3. But you can keep the spark alive. Every now and then I look at my husband when he doesn't know I'm watching and I focus on what made me fancy him like mad when we first met. The way his eyebrows sit above his twinkling eyes, the way he runs his hand through his hair, his cute bum. Every time I do this I remember how much I love him and why I am so thrilled to be his wife.

4. Be responsible for your own happiness. Being married is not all roses. Sometimes you experience sadness too. But don't depend on your other half to make you happy. You are responsible for the way you feel. So take ownership of your emotions and if you're having an off day (or week or month) do something constructive about it. Go out for a walk or a run, go and see a doctor if you need to, but don't blame your spouse, just ask for their support in helping you help yourself.

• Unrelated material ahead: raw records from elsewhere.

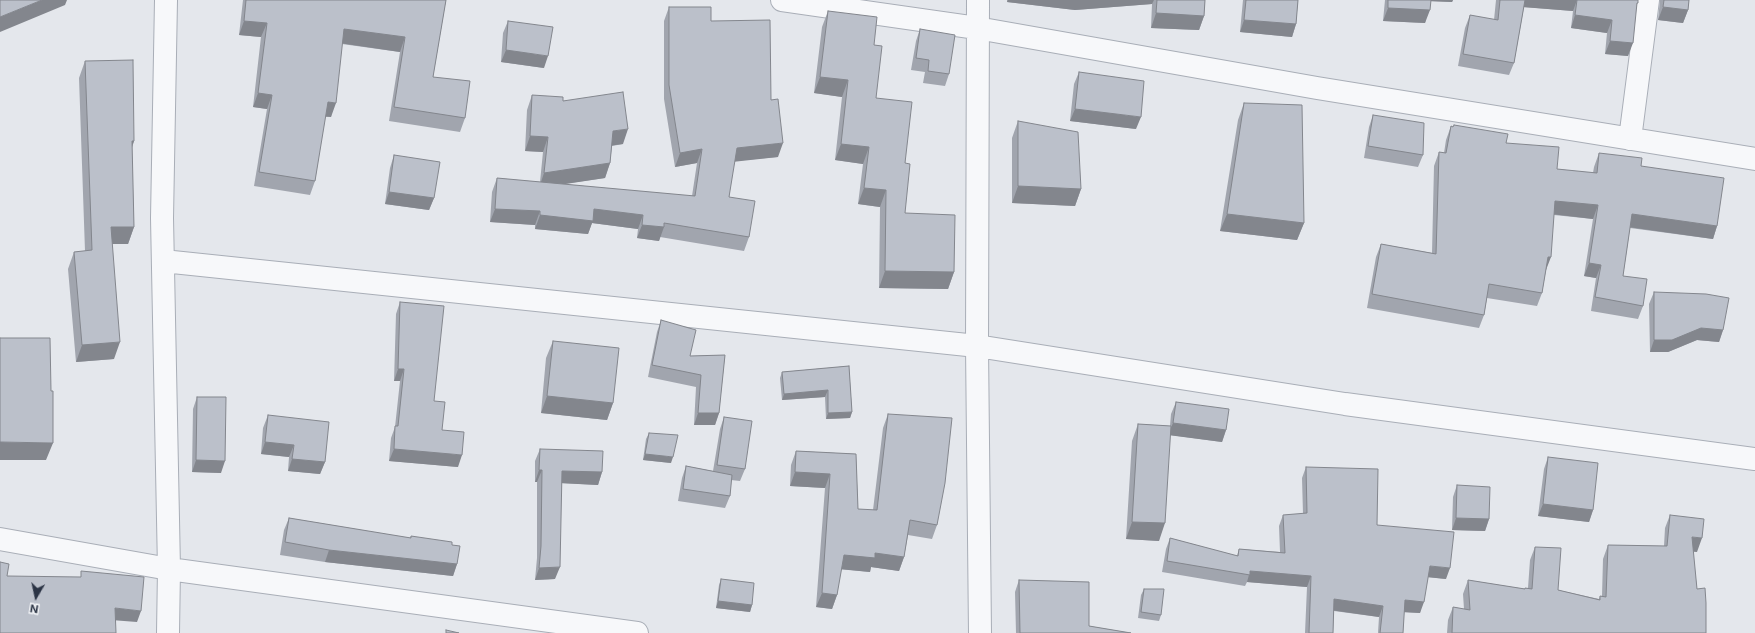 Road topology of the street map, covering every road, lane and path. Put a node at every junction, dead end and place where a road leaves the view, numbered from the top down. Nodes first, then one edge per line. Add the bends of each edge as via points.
1 (166, 0) edge
2 (782, 0) edge
3 (978, 0) edge
4 (1648, 0) edge
5 (977, 28) junction
6 (1630, 139) junction
7 (1755, 159) edge
8 (163, 261) junction
9 (976, 346) junction
10 (1755, 459) edge
11 (0, 539) edge
12 (169, 569) junction
13 (168, 633) edge
14 (637, 633) edge
15 (980, 633) edge

1 - 8 street
2 - 5 street
3 - 5 street
4 - 6 street
5 - 6 street via 1317,88
5 - 9 street
6 - 7 street
8 - 9 street
8 - 12 street
9 - 10 street via 1345,404
9 - 15 street
11 - 12 street
12 - 13 street
12 - 14 street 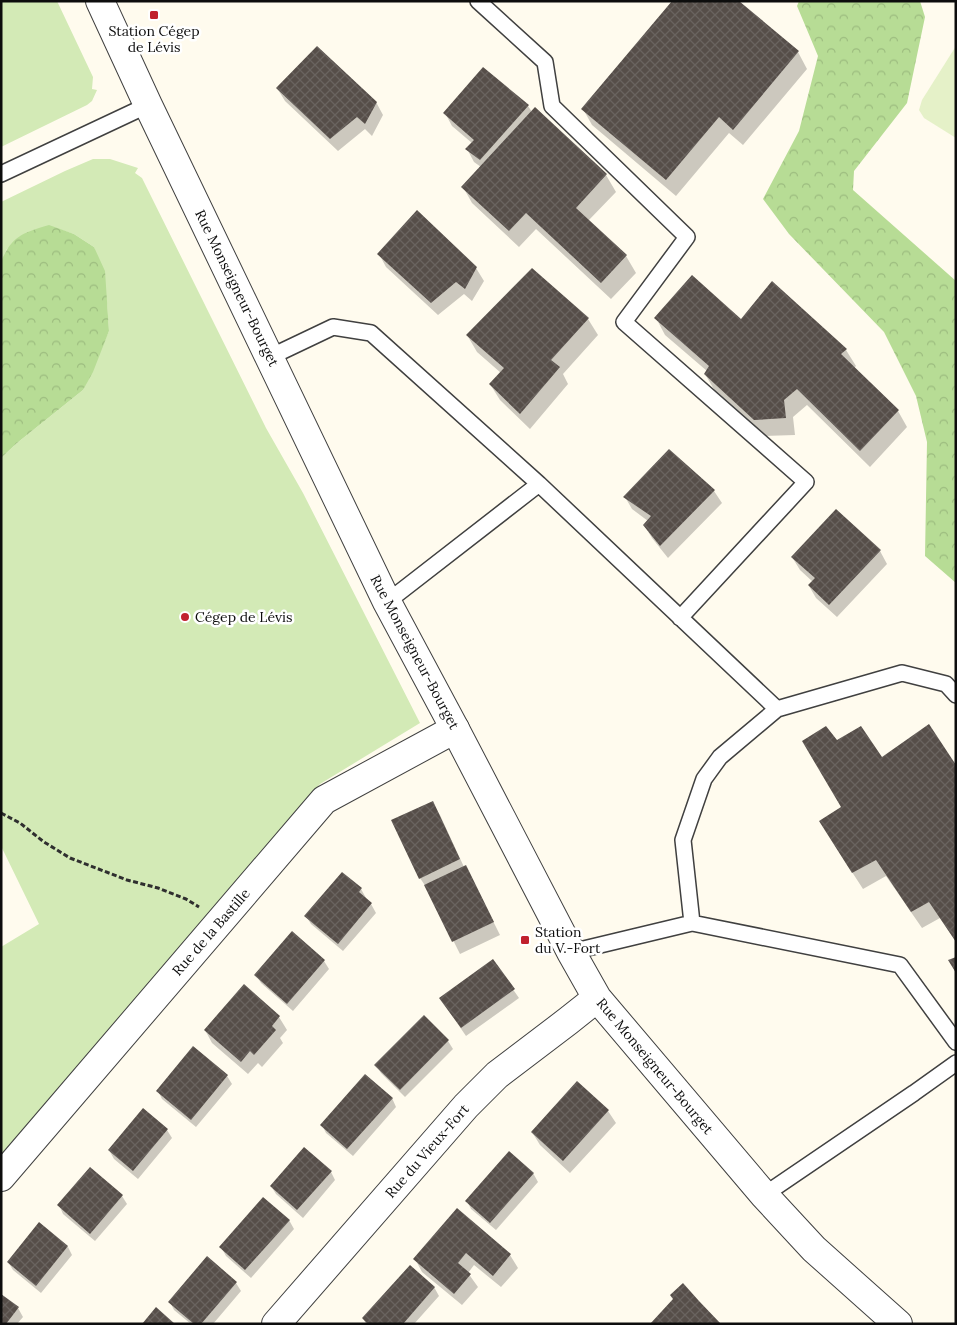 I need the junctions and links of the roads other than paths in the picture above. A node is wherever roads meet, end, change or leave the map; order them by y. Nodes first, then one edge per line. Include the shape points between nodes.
1 (100, 1) edge
2 (478, 1) edge
3 (148, 105) junction
4 (1, 174) edge
5 (270, 357) junction
6 (539, 484) junction
7 (387, 602) junction
8 (680, 618) junction
9 (956, 695) edge
10 (777, 709) junction
11 (455, 729) junction
12 (692, 923) junction
13 (571, 952) junction
14 (597, 998) junction
15 (956, 1042) edge
16 (956, 1063) edge
17 (1, 1177) edge
18 (764, 1195) junction
19 (814, 1249) junction
20 (276, 1324) edge
21 (871, 1324) edge
22 (898, 1324) edge

1 - 3 street, Rue Monseigneur-Bourget
2 - 8 lane via 546,62 552,106 687,237 624,322 806,482
3 - 4 lane
3 - 5 street, Rue Monseigneur-Bourget
5 - 6 lane via 333,327 371,333
5 - 7 street, Rue Monseigneur-Bourget
6 - 7 lane
6 - 8 lane
7 - 11 street, Rue Monseigneur-Bourget
8 - 10 lane
9 - 10 lane via 946,684 902,673
10 - 12 lane via 720,757 704,779 682,840
11 - 13 street, Rue Monseigneur-Bourget
11 - 17 street, Rue de la Bastille via 324,800
12 - 13 lane
12 - 15 lane via 900,965
13 - 14 street, Rue Monseigneur-Bourget
14 - 18 street, Rue Monseigneur-Bourget
14 - 20 street, Rue du Vieux-Fort via 497,1075 466,1106
16 - 18 lane
18 - 19 street, Rue Monseigneur-Bourget
19 - 21 street, Rue Monseigneur-Bourget
19 - 22 street, Rue Monseigneur-Bourget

5. Remember you have just as many annoying habits as he does. My husband has a few little quirks that can be really annoying (especially if I'm tired). The way he always forgets to rinse his stubble out of the sink after a shave and his inability to put a bin-liner in the bin properly. But, I also remember that I am not perfect and there are a few things I do that wind him up like failing to wipe down the kitchen surfaces when I wash up and leaving piles of newspapers around the house. So accept eachother's shortcomings and remember that neither of you is perfect.

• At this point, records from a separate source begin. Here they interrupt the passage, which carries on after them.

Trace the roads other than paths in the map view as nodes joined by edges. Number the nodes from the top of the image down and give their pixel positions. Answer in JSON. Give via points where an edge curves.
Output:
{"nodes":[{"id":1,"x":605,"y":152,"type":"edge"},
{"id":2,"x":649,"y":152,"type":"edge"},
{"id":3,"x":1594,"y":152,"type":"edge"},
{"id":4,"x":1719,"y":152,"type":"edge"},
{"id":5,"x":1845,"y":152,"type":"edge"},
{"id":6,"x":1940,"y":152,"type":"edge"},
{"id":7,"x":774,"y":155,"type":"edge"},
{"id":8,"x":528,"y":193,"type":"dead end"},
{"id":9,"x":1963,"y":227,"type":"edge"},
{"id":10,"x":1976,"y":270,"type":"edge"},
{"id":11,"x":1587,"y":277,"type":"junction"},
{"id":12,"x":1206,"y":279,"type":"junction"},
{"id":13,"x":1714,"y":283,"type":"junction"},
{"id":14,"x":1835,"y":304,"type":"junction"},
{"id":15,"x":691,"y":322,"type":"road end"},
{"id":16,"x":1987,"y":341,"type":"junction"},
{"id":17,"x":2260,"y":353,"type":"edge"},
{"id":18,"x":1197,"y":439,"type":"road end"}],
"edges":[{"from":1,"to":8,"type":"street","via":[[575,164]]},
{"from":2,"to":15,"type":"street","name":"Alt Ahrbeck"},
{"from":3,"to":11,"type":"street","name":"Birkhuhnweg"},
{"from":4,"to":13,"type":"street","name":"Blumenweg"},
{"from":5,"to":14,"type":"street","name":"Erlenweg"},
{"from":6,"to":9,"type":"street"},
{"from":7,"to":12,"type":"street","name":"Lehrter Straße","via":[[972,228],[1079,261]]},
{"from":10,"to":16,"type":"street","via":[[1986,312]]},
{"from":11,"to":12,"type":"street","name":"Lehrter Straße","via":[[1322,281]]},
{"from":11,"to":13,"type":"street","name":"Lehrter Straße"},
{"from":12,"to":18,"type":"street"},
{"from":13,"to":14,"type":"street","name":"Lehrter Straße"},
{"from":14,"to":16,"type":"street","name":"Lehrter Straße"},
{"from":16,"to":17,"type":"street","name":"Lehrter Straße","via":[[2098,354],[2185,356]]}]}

6.  Take time out to enjoy your own friends or interests. Every now and then I go away for a weekend with my old friends and leave my husband at home with the children and occasionally, my husband goes away for the weekend with his old friends and leaves me at home with the children. It keeps us in touch with our wider support networks and it reminds us of the people we were when we first met. When we come back, we are usually tired (because we never take advantage of the potential lie in and always stay up far too late) but rejuvenated.

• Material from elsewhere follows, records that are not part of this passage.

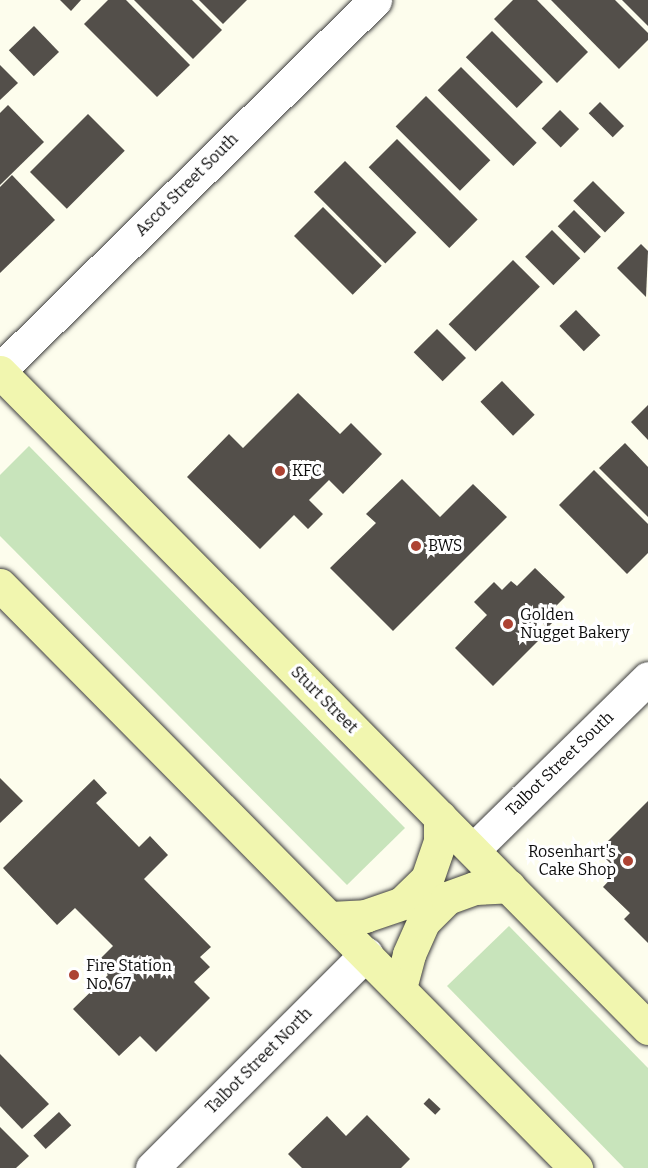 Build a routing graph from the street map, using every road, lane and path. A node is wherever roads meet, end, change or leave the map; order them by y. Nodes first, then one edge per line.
1 (375, 0) edge
2 (0, 371) edge
3 (0, 585) edge
4 (648, 678) edge
5 (440, 817) junction
6 (473, 850) junction
7 (508, 886) junction
8 (330, 918) junction
9 (366, 954) junction
10 (400, 988) junction
11 (648, 1028) edge
12 (152, 1168) edge
13 (576, 1168) edge

1 - 2 street, Ascot Street South
2 - 5 main road, Sturt Street
3 - 8 main road
4 - 6 street, Talbot Street South
5 - 6 main road, Sturt Street
5 - 8 main road
6 - 7 main road, Sturt Street
7 - 10 main road
7 - 11 main road, Sturt Street
8 - 9 main road
9 - 10 main road
9 - 12 street, Talbot Street North
10 - 13 main road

7. Show an interest in each other's hobbies. I'm never going to be a huge football fan, but my husband is a big sports enthusiast and I enjoy surprising him every now and then with a fact I have picked up about his favourite team. Showing an interest in something new expands your horizons and gives you more to talk about. You don't have to suddenly become a die-hard Spurs fan, but by sharing your husband's passion, you have more to talk about and you show how much you care about their passions (after all - you are one of their passions too).

8. Compromise. But not on the things that really, really matter to you. Compromise is all well and good, but actually, I think it's about give and take. Work out which things really matter to you and reason why they are so important and let go of the stuff that isn't so important. Do you really need to be in charge of the colour scheme for the whole house? I had firm ideas for how I wanted our dining room to look, so I took charge of that project and let my husband have free reign in the lounge. I love what he's done in there and it's probably not what we would have chosen together and I adore our dining room too.

9. Accept change. We have both changed a lot in the past ten years. I suppose parenthood can have that effect on people! But I think what strengthens a relationship is that we have both embraced the changes that have come along. Changes are part of our shared history and as we've encountered changes in our lives we've become even more intertwined rather than growing apart.

10. Make plans. We have plans for the short-term future, mid-term future and long-term future. We've not necessarily mapped them out, but we know eachother's hopes for the future. When we retire, we are going to go on a round the world trip. It's a long-term plan and it's part of the cement of our shared future.

What tips do you have for a long and happy marriage?

Thursday, 10 July 2014

10th wedding anniversary gifts (and how to replace a wedding ring with something better)

Today is my (well me and my husband's) tenth wedding anniversary.

The traditional wedding anniversary gift is something made of tin. But I think ten years is a big milestone and I wanted to get something special to mark the occasion.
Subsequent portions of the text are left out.